In honor of Fathers Day we present eight key characteristics to know about male humpback whales. They are singing, fighting, well endowed, 40 ton loners that are absent fathers, but, as our video shows, can also to be quite sensitive boyfriends.
Some of us may have had similar experiences in the human world?!
These traits have evolved to maximize breeding success so we should first understand a little about how humpback whales reproduce. But also be aware that there is much more to be learned. These animals are incredibly hard to study.
The mating system of humpbacks is described by biologists as polygynous. This Greek word translates as poly = many, gynous = wives, meaning one male to many females.
At breeding time, polygynous species sometimes form associations called leks. These are the animal equivalent of a speed dating session where males display their physical qualities to a large number of females.
Humpbacks are thought to have a marine version of this going on, famously termed a “floating lek”. Males sing, fight and jostle with the hope a female sees their prowess, he wins her favor, and be able to mate to father a calf.
Often in polygynous systems a few dominant males are found to be siring a large proportion of the offspring. Interestingly, studies have shown that this skew is not as strong in humpback whales as in other species. This may be related to their habitat – they are so widely dispersed in the ocean environment.
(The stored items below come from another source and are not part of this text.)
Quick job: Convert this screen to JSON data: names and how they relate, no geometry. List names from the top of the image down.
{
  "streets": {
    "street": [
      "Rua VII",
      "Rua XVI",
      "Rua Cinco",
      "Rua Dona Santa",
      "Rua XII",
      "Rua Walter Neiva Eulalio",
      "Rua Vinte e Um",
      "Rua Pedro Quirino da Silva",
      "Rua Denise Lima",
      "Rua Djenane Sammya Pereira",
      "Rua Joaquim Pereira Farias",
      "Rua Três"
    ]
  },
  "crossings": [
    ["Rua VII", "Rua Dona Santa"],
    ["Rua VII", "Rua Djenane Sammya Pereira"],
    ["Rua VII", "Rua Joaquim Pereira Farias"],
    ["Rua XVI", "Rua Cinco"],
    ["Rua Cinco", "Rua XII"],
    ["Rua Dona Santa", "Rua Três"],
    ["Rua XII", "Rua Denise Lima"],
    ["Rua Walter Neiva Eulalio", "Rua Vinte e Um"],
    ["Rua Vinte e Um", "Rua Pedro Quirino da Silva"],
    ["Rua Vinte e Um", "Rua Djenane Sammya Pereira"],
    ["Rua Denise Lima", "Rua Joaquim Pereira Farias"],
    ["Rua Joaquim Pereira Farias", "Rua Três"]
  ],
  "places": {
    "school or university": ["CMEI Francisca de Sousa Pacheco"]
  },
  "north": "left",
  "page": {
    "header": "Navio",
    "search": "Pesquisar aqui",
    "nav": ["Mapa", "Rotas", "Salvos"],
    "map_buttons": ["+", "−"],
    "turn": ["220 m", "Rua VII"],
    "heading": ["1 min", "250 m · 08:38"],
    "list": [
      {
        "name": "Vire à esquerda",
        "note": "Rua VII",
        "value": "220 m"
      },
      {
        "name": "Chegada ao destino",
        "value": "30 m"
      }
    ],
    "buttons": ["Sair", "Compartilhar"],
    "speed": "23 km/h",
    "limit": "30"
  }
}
Some of the uniquely male traits presented below have arisen or are related to this lek-like mating system.
Here are eight traits unique to male humpback whales:
Probably the best known of all humpback whale behaviors is their mysterious singing, which is exclusive to male whales. Members of a population sing varieties of the same song. The songs even change over time.
Because they sing mostly on the breeding grounds it is considered a reproductive strategy; either to attract a mate or communicate territory to other whales.
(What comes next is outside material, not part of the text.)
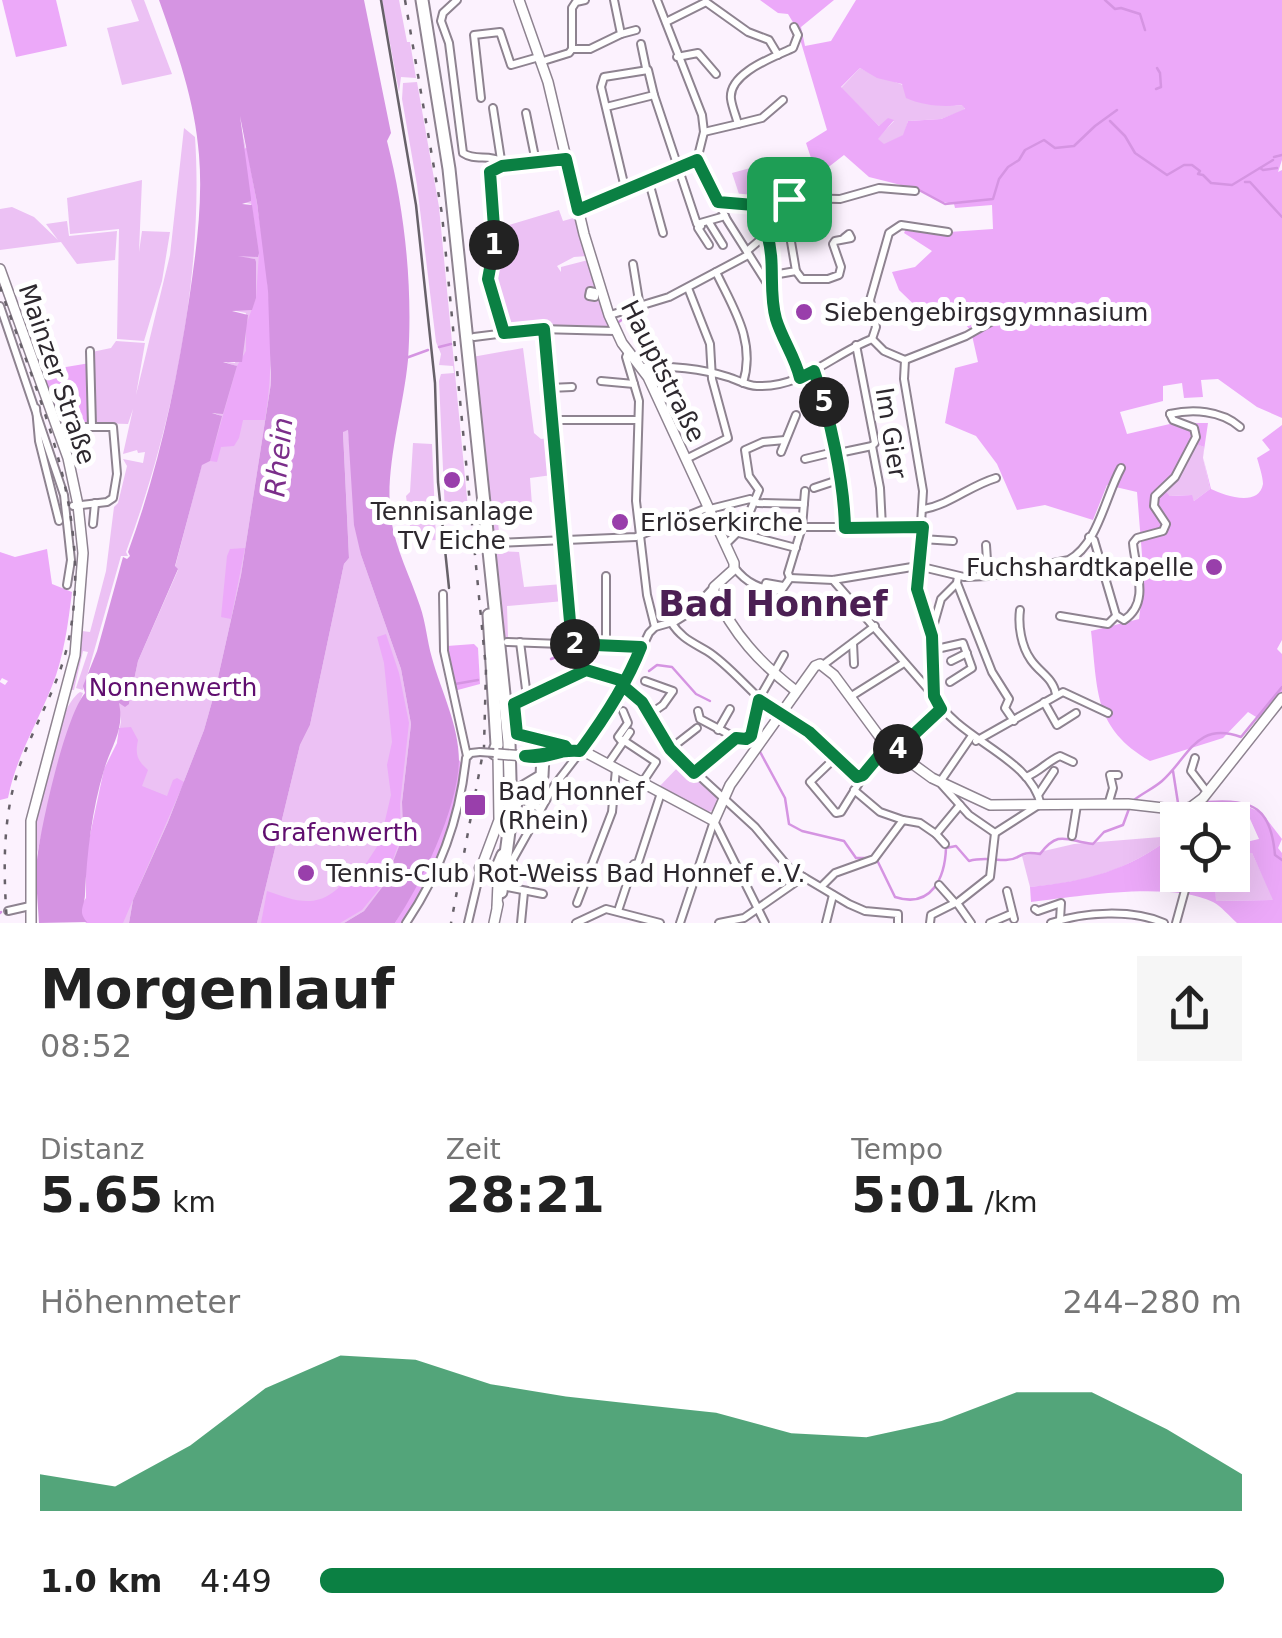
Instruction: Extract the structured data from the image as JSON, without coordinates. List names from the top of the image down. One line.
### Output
{"streets":{"main road":["Hauptstraße","Mainzer Straße"],"street":["Im Gier"]},"districts":["Bad Honnef"],"water":["Rhein"],"parks":["Nonnenwerth","Grafenwerth"],"places":{"other":["Siebengebirgsgymnasium","Tennisanlage TV Eiche","Erlöserkirche","Fuchshardtkapelle","Tennis-Club Rot-Weiss Bad Honnef e.V."],"transit":["Bad Honnef (Rhein)"]},"page":{"pins":["1","5","2","4"],"heading":["Morgenlauf","08:52"],"stats":[["Distanz","5.65 km"],["Zeit","28:21"],["Tempo","5:01 /km"]],"chart":["Höhenmeter","244–280 m"],"list":[{"name":"1.0 km","note":"4:49"}]}}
Witnessing a competitive or rowdy group is one of the most exciting behaviors to see on the breeding grounds. Up to 20 whales can be involved in these lengthy and vicious battles. It is the epitome of testosterone-fueled male bravado and quite a sight to see.
Not all whales fight like humpbacks do. In fact, direct observations of aggression are limited to humpbacks and southern right whales, though other species may also participate in less vigorous competitive behavior.
They tend to keep to themselves
On feeding grounds, pairs or small groups of whales are usually found to be females or one male with other females. These can be multi-year friendships, collaborating to feed. This has not been seen in male humpbacks. On the feeding grounds the image of the solitary male whale is more accurate.
However, there are a few reports of males cooperating on breeding grounds: working together within the rowdy groups to displace larger males, or acting as a team to corral a female.
They are smaller than the females
Adult males reach 43-46 feet in length (13-14m) while females are larger at up to 52 feet (15-16m). The additional work entailed with growing and nursing a 20 foot baby requires some extra-hefty mommas.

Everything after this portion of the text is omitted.